Video description from National Center for Atmospheric Research (NCAR):

A brief comparison of changes in sea surface temperature (SST) anomalies between the major El Niño event of 1997-98 and the El Niño event emerging in 2015. The visualization depicts data from the NOAA 1/4° daily Optimum Interpolation Sea Surface Temperature (OISST). The data are combined from sources such as satellites, buoy networks, and ships. The OISST analyses are named for the key satellite sensor used: in this case, the Advanced Very High Resolution Radiometer (AVHRR).

Climate Central:

With this year’s El Niño shaping up to rival the strongest on record, comparisons to the last major El Niño, in 1997-1998, are inevitable. A new animation showing the development of each event side-by-side is the latest example, and provides a window into the similarities and differences between the two climate events.

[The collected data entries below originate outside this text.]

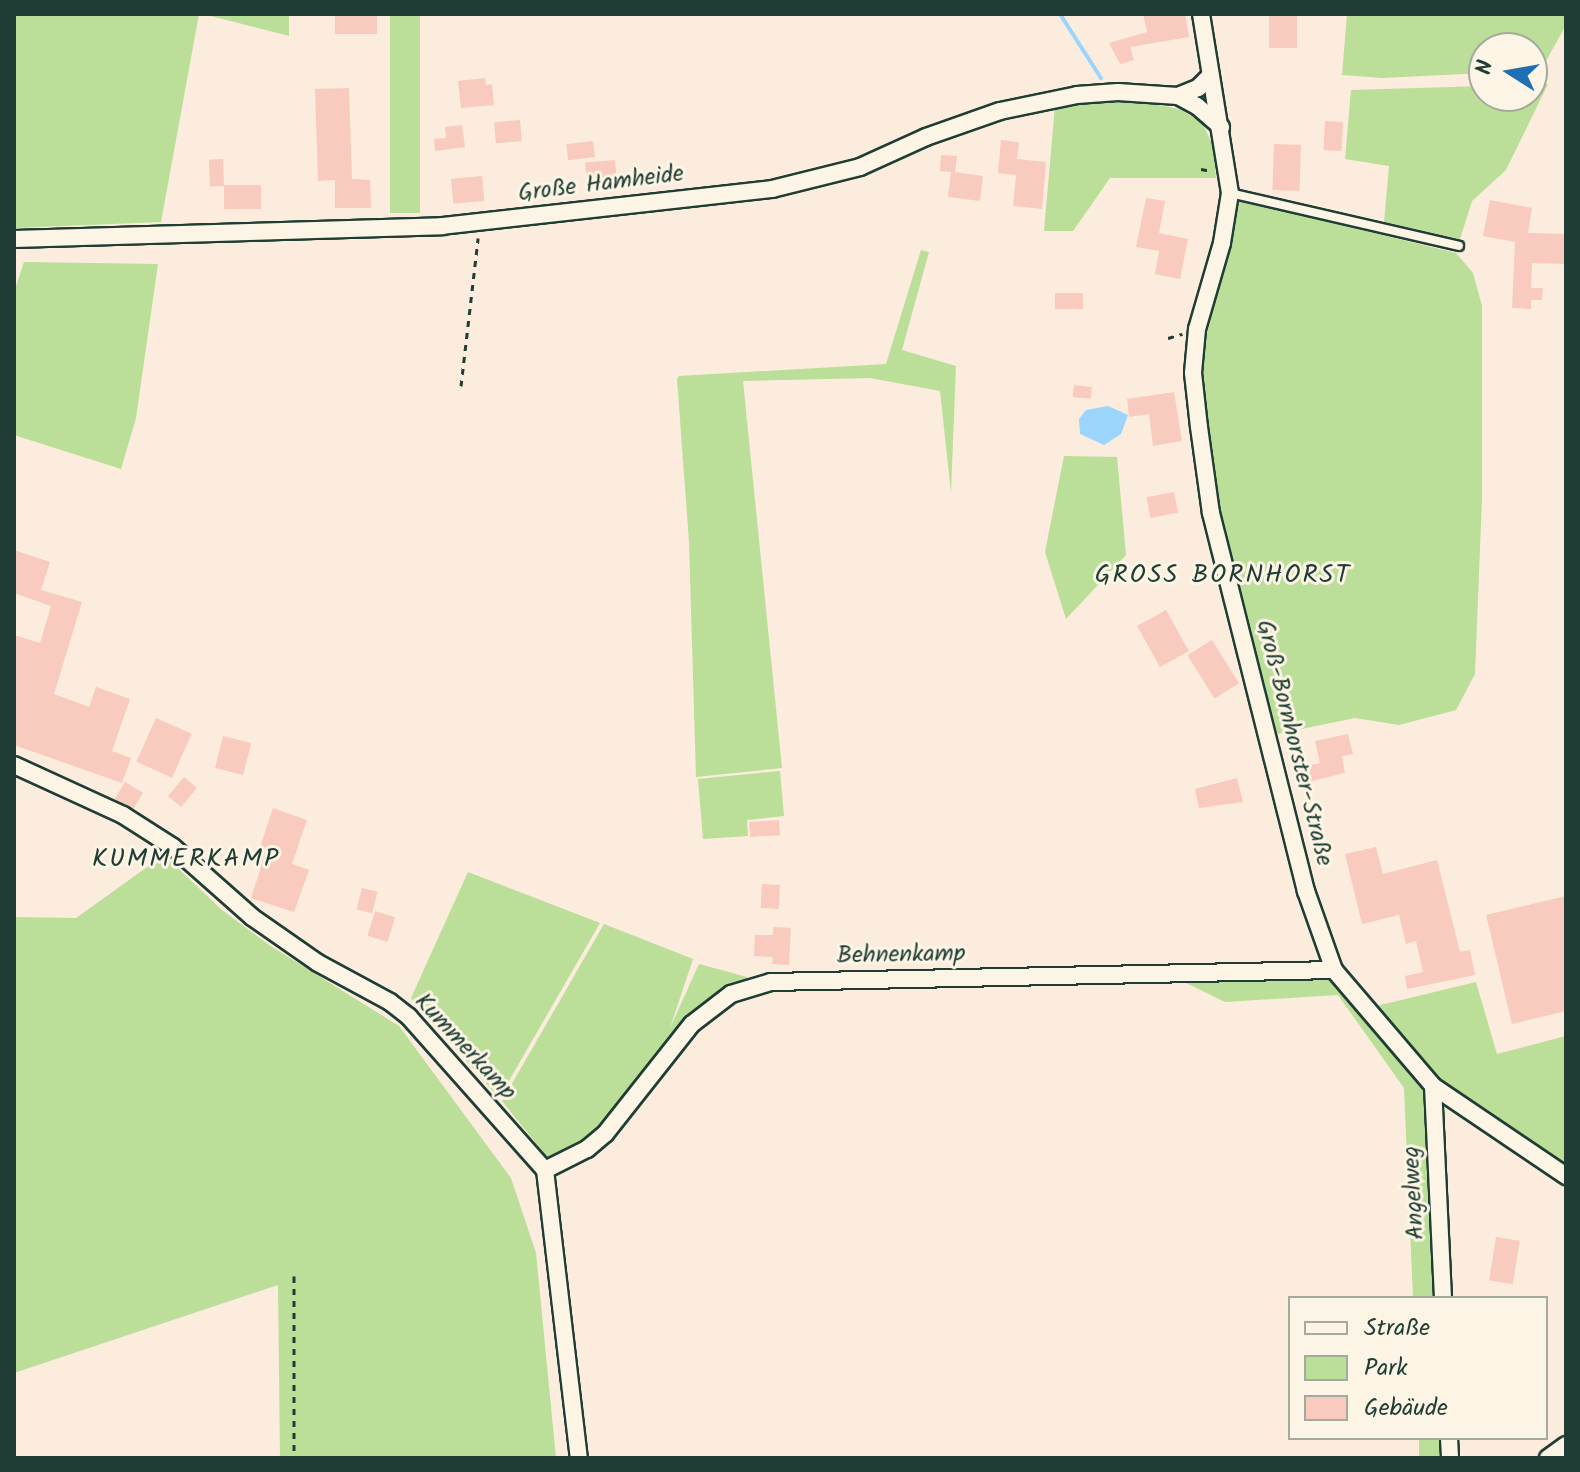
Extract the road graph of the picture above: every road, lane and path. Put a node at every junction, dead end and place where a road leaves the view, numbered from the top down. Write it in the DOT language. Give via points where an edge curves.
graph roads {
  1 [pos="1201,14"];
  2 [pos="1211,75"];
  3 [pos="1178,96"];
  4 [pos="1221,127"];
  5 [pos="1230,193"];
  6 [pos="480,222"];
  7 [pos="14,239"];
  8 [pos="1459,246"];
  9 [pos="461,386"];
  10 [pos="14,765"];
  11 [pos="1334,970"];
  12 [pos="1433,1086"];
  13 [pos="545,1170"];
  14 [pos="1566,1176"];
  15 [pos="294,1276"];
  16 [pos="1443,1296"];
  17 [pos="1566,1445"];
  18 [pos="294,1458"];
  19 [pos="579,1458"];
  20 [pos="1548,1458"];
  1 -- 2 [label="street, Groß-Bornhorster-Straße"];
  2 -- 3 [label="street"];
  2 -- 4 [label="street, Groß-Bornhorster-Straße"];
  3 -- 4 [label="street"];
  3 -- 6 [label="street, Große Hamheide" via="1077,95 1000,111 860,167 772,189"];
  4 -- 5 [label="street, Groß-Bornhorster-Straße"];
  5 -- 8 [label="lane"];
  5 -- 11 [label="street, Groß-Bornhorster-Straße" via="1222,243 1197,329 1193,373 1199,427 1211,513 1280,797"];
  6 -- 7 [label="street, Große Hamheide"];
  6 -- 9 [label="path"];
  10 -- 13 [label="street, Kummerkamp" via="123,815 173,847 252,917 318,963 390,1002"];
  11 -- 12 [label="street, Groß-Bornhorster-Straße"];
  11 -- 13 [label="street, Behnenkamp" via="771,982 731,994 692,1024 605,1134"];
  12 -- 14 [label="street, Groß-Bornhorster-Straße"];
  12 -- 16 [label="street, Angelweg"];
  13 -- 19 [label="street"];
  15 -- 18 [label="path"];
  17 -- 20 [label="street"];
}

Those similarities and differences matter because they can affect how an El Niño’s typical impacts on global weather — from drought to deluges — shape up, the reason it receives such rapt attention.

On Tuesday, the World Meteorological Organization declared this El Nino a strong one, and some scientists have noted that sea surface temperatures in a key part of the eastern Pacific are higher than in previous events by this point of the year. Forecasters with the National Oceanic and Atmospheric Administration and Columbia University said in their August update that temperatures in that region could reach more than 3.5°F above normal when this event peaks in the winter, something only recorded three times in the 65 years of record-keeping, including the 1997-1998 event (as well as 1982-1983 and 1972-1973).

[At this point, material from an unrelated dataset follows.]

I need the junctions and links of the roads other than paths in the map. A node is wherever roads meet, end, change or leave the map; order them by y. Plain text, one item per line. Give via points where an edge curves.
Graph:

With the inevitable comparisons between this El Niño and the 1997-1998 event — remembered for the incredible rains and mudslides it brought to California (along with Chris Farley’s memorable Saturday Night Live sketch) — Matt Rehme at the National Center for Atmospheric Research’s Visualization Lab, worked up an animation showing the progression of each event from January through August.

“I was a little shocked just how closely 2015 resembles 1997 visually,” Rehme said in a statement.

But as any El Niño researcher will tell you, no two El Niño events are alike, and the impacts from this one aren’t guaranteed to be just like 1997-1998.

The most obvious difference between this year and that event, clearly visible in the animation, is the “blob” of warm water off the west coast of North America, a symptom of the relentless high pressure pattern that has kept the West hot and dry over much of the last few years and led to the deep drought in California.

Right now, it is unclear how this warm patch will interact with the typical El Niño impacts (which aren’t guaranteed to materialize). That warmth could mean that any storms that hit drop more rain instead of much-needed snow that could help replenish depleted reservoirs.

3 thoughts on “This Year’s El Nino Compared with Monster Event of ’97-’98”


  1. I’m concerned that “The Blob”, which has been blamed on diverting the polar jet stream north and keeping California in drought, will continue to do so during this El Nino. This is not something I’ve heard talked about. I hear a lot of “El Nino is here – the rains are coming!” but I fear this is far too simplistic. I HOPE the rains are coming. I’m in drought Central.


  2. As the ocean is the dog that wags the atmospheric tail, I would guess that the blob is not just a symptom of the high pressure, but also a cause.


  3. The animation surely does “…provide a window into the similarities and differences between the two climate events”. The similarities are obvious, since an El Nino is an El Nino, but the differences are what concern me.

    The problem is that “…no two El Nino events are alike”, and that blob is truly worrisome. Who the heck knows at this point what it means in terms of how it will affect the CA drought, never mind the Pacific NW, Alaska, the Arctic, and countries on the other side of the globe. Indy222 is right to be concerned—-I’M concerned, and I live on the other side of the country. (And waiting around to see what happens is hell).